> _RECORDED INFORMATION_:

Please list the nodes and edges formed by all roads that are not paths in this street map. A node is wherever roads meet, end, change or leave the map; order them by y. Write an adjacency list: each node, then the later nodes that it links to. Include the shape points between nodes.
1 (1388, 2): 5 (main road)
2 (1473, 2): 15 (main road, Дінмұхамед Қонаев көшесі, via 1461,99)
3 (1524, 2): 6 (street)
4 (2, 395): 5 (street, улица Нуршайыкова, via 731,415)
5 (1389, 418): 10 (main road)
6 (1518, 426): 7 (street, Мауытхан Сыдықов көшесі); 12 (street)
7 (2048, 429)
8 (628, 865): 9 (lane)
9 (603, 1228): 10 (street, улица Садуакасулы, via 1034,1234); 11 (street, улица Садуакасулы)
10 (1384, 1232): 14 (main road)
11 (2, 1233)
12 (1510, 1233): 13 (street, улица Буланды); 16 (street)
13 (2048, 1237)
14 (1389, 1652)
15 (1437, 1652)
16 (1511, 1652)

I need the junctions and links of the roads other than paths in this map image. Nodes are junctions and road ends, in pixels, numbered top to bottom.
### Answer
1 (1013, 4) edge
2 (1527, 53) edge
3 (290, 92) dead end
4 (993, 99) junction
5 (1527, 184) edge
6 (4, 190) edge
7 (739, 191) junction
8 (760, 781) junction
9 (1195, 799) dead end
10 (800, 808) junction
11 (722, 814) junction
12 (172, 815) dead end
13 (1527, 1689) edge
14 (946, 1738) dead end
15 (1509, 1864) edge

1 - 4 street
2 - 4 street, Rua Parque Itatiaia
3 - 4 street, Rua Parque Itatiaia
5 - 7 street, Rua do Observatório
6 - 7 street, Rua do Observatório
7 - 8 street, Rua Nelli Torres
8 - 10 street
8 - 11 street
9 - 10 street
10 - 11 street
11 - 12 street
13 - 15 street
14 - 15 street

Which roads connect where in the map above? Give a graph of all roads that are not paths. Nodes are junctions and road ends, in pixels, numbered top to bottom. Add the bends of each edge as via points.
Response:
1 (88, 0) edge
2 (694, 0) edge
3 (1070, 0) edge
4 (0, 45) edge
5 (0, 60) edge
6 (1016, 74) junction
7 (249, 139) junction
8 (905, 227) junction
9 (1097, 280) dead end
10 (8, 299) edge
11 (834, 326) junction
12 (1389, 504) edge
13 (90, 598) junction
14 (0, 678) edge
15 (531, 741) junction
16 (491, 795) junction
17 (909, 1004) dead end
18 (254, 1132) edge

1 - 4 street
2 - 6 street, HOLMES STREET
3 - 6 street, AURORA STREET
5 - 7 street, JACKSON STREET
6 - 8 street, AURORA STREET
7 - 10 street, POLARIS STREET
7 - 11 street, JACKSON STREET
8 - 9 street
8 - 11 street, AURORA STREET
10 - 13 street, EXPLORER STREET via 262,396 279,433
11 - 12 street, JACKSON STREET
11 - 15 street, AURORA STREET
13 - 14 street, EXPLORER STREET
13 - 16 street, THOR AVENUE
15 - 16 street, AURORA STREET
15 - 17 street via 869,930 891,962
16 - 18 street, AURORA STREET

> _WORK TO COMPLETE_: Repeat the records above in full, character for character.

> _EXPECTED ANSWER_:
Please list the nodes and edges formed by all roads that are not paths in this street map. A node is wherever roads meet, end, change or leave the map; order them by y. Write an adjacency list: each node, then the later nodes that it links to. Include the shape points between nodes.
1 (1388, 2): 5 (main road)
2 (1473, 2): 15 (main road, Дінмұхамед Қонаев көшесі, via 1461,99)
3 (1524, 2): 6 (street)
4 (2, 395): 5 (street, улица Нуршайыкова, via 731,415)
5 (1389, 418): 10 (main road)
6 (1518, 426): 7 (street, Мауытхан Сыдықов көшесі); 12 (street)
7 (2048, 429)
8 (628, 865): 9 (lane)
9 (603, 1228): 10 (street, улица Садуакасулы, via 1034,1234); 11 (street, улица Садуакасулы)
10 (1384, 1232): 14 (main road)
11 (2, 1233)
12 (1510, 1233): 13 (street, улица Буланды); 16 (street)
13 (2048, 1237)
14 (1389, 1652)
15 (1437, 1652)
16 (1511, 1652)

I need the junctions and links of the roads other than paths in this map image. Nodes are junctions and road ends, in pixels, numbered top to bottom.
### Answer
1 (1013, 4) edge
2 (1527, 53) edge
3 (290, 92) dead end
4 (993, 99) junction
5 (1527, 184) edge
6 (4, 190) edge
7 (739, 191) junction
8 (760, 781) junction
9 (1195, 799) dead end
10 (800, 808) junction
11 (722, 814) junction
12 (172, 815) dead end
13 (1527, 1689) edge
14 (946, 1738) dead end
15 (1509, 1864) edge

1 - 4 street
2 - 4 street, Rua Parque Itatiaia
3 - 4 street, Rua Parque Itatiaia
5 - 7 street, Rua do Observatório
6 - 7 street, Rua do Observatório
7 - 8 street, Rua Nelli Torres
8 - 10 street
8 - 11 street
9 - 10 street
10 - 11 street
11 - 12 street
13 - 15 street
14 - 15 street

Which roads connect where in the map above? Give a graph of all roads that are not paths. Nodes are junctions and road ends, in pixels, numbered top to bottom. Add the bends of each edge as via points.
Response:
1 (88, 0) edge
2 (694, 0) edge
3 (1070, 0) edge
4 (0, 45) edge
5 (0, 60) edge
6 (1016, 74) junction
7 (249, 139) junction
8 (905, 227) junction
9 (1097, 280) dead end
10 (8, 299) edge
11 (834, 326) junction
12 (1389, 504) edge
13 (90, 598) junction
14 (0, 678) edge
15 (531, 741) junction
16 (491, 795) junction
17 (909, 1004) dead end
18 (254, 1132) edge

1 - 4 street
2 - 6 street, HOLMES STREET
3 - 6 street, AURORA STREET
5 - 7 street, JACKSON STREET
6 - 8 street, AURORA STREET
7 - 10 street, POLARIS STREET
7 - 11 street, JACKSON STREET
8 - 9 street
8 - 11 street, AURORA STREET
10 - 13 street, EXPLORER STREET via 262,396 279,433
11 - 12 street, JACKSON STREET
11 - 15 street, AURORA STREET
13 - 14 street, EXPLORER STREET
13 - 16 street, THOR AVENUE
15 - 16 street, AURORA STREET
15 - 17 street via 869,930 891,962
16 - 18 street, AURORA STREET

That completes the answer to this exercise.